Figure 1 Main RTF parser

 

This function is really big and has a few huge switch statements. Figure 2 shows a bird’s eye view of the function, giving you a sense of how it looks. Most of the code related to the vulnerability and the exploit exists in this function.

 fig02.png

Figure 2 Main RTF parser bird's eye view

 

Out-of-Bounds Array Overwrite

Basically, what is happening with the vulnerability is an out-of-bounds memory overwrite. There is a memory array created when the listoverridecount control word is used. The argument number for this control word, which is 25 in this case, is used to allocate the memory array used later to store memory pointers (Figure 3). Each array member has a size of 8 bytes.

 

 fig03.png

Figure 3 listoverridecount

 

Figure 4 shows code that allocates this array. The instruction at 0x31D0C67F is where it pushes array size (25) to the stack. The instruction at 0x31D0C690 saves the memory pointer to a structure instance on the memory (offset with 0x80FC). Register ecx points to a structure with parsed RTF information. From the offset we just saw (0x80FC), you know that the structure is huge. The structure is used over the whole code. I refer to the base address pointed to by ecx as the RTF parse object from now on.

 

 fig04.png

Figure 4 Array allocation code

 

Figure 5 shows a memory copy routine where the actual array assignments happen. Register edi at 0x31D131FF is the index for the destination array. You can confirm that in instruction 0x31D131F9, it is getting an array base from eax+0x80FC, which contains the address for the memory array. Register eax points to the RTF parse object in this case.

 

 fig05.png

Figure 5 Array copy routine

 

The problem is that when the memory copy happens, index value (edi at 0x31D131FF) is not checked against the maximum array size. So, an out-of-bounds memory array overwrite happens. The next question is what condition causes this out-of-bounds memory assignment? I found that each lfolevel control word makes the array assignment occurrence increasing the global array index value.
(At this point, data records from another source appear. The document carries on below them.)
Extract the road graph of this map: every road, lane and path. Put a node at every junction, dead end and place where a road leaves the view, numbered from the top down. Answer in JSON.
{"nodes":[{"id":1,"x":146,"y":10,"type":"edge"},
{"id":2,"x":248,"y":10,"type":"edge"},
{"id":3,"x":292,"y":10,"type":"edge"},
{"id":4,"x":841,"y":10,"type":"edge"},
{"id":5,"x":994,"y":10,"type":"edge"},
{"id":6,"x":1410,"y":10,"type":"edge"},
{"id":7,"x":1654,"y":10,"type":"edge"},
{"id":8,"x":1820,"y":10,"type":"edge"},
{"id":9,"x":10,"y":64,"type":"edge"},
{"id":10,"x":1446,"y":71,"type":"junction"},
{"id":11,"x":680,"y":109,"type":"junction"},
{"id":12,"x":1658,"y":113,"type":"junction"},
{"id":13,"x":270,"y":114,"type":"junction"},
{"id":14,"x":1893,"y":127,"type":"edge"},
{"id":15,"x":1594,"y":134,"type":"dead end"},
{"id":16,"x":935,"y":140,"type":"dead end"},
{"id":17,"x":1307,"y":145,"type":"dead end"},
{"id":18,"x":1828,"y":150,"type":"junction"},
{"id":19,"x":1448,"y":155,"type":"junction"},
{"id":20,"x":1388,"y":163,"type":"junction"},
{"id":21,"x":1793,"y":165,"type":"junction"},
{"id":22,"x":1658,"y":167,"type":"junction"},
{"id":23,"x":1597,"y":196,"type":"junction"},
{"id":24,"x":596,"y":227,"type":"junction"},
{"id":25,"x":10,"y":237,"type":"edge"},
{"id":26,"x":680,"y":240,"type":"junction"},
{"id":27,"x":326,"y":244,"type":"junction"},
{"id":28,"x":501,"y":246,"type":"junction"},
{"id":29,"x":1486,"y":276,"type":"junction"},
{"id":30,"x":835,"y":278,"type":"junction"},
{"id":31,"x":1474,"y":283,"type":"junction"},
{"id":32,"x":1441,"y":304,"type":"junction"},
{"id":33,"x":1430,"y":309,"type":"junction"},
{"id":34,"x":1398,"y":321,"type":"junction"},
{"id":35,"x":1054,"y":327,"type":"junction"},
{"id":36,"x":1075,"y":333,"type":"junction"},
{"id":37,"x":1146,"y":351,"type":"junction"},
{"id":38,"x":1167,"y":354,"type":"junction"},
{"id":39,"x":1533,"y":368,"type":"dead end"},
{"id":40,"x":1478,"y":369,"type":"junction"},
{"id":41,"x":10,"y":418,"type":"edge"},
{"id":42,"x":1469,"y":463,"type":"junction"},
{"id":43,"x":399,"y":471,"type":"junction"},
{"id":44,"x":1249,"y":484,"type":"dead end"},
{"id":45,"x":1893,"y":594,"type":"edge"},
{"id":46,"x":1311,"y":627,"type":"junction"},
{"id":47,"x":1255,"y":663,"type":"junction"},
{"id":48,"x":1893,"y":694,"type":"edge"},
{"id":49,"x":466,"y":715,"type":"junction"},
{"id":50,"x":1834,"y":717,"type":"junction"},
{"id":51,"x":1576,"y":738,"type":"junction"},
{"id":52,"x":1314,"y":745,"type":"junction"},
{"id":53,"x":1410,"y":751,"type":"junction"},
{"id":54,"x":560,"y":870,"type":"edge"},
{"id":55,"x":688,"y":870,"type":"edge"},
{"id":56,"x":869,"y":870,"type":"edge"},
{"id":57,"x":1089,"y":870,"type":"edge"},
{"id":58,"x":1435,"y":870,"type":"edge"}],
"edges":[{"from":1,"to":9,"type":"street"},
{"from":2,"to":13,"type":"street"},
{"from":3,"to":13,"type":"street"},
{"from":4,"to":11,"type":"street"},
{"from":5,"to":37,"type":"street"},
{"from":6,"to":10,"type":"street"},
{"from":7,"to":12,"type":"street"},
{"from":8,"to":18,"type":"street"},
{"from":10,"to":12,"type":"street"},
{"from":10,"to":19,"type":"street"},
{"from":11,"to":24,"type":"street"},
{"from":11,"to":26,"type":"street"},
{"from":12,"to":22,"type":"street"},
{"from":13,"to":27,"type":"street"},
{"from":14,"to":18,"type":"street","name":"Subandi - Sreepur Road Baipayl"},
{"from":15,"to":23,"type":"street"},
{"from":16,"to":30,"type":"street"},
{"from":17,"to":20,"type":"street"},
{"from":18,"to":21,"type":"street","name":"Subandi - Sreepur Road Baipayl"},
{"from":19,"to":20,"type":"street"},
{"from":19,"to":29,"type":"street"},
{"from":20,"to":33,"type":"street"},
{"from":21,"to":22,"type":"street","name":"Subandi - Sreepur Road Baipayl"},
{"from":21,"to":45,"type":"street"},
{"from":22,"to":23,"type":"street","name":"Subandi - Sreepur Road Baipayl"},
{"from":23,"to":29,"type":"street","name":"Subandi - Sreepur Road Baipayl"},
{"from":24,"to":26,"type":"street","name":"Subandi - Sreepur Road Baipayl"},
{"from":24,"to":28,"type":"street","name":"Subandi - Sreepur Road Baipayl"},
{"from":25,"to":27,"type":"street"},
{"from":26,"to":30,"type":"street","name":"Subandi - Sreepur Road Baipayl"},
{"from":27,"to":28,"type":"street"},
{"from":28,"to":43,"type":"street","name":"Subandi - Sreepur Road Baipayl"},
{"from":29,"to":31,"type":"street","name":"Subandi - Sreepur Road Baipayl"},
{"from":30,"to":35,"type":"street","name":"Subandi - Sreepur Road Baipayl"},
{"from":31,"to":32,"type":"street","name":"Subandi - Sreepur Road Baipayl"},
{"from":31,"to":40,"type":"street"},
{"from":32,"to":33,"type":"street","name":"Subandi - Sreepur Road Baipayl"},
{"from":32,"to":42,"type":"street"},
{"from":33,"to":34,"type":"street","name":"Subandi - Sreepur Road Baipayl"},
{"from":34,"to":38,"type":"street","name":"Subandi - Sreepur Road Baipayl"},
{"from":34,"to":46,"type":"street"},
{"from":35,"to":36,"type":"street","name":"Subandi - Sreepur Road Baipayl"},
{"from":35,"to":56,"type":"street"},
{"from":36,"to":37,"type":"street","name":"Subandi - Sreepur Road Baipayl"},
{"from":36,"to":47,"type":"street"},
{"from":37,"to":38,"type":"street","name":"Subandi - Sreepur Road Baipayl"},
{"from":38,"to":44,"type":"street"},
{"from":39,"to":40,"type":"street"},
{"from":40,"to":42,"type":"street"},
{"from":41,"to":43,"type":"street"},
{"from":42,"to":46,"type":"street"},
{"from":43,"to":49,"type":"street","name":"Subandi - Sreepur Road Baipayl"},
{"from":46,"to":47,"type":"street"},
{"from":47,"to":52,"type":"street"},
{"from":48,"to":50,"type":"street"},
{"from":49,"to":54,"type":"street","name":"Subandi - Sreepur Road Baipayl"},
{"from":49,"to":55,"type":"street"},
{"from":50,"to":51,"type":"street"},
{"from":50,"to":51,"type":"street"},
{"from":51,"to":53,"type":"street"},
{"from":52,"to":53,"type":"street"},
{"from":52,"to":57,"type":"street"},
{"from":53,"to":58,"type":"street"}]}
Figure 6 shows the control words that actually trigger this memory operation. There are 34 lfolevel control words and this is more than the original array can contain.

 

 fig06.png

Figure 6 Control word (lfolevel) that triggers array assignment

 

Array Overwrite Content

The first 4 bytes of data that are copied to each array are actually a memory address for a heap location. Sometimes, just a null value is copied. Figure 7 shows one of the memory areas (0x067d8870) that is copied to the array index of 0x1d. The array location at index of 0x1d is outside of the original array and is inside one of the objects used for the OART operation in GFX.dll.

 

 fig07.png

Figure 7 Array content copied

 

Figure 8 shows how object memory corruption happens. You can see that the GFX object related bytes of the memory are overwritten. The first 4 bytes of each 8 byte array are actually pointing to a vtable of that object and are overwritten. This enables code execution later when methods from this GFX object are called.

 

 fig08.png

Figure 8 GFX object vtable corruption

 

The memory contents at 0x067d8870 are shown in Figure 9. The contents serve as a vtable after memory corruption happens.

 

 fig09.png

Figure 9 Memory contents at 0x067d8870

 

Figure 10 shows the code that copies the memory contents to 0x067d8870. It copies 0x30 bytes of data from the RTF parse object+0x8104 location. Register ecx when memcpy is executed (at 0x31D12F78) points to the global RTF parse object+0x8104.

 

 fig10.png

Figure 10 Memcpy routine that copies contents to 0x067d8870

 

After all array assignments happen, the final memory related to exploitation looks like following. ArrayData represents copied data from RTF parse object+0x8104 eachtime.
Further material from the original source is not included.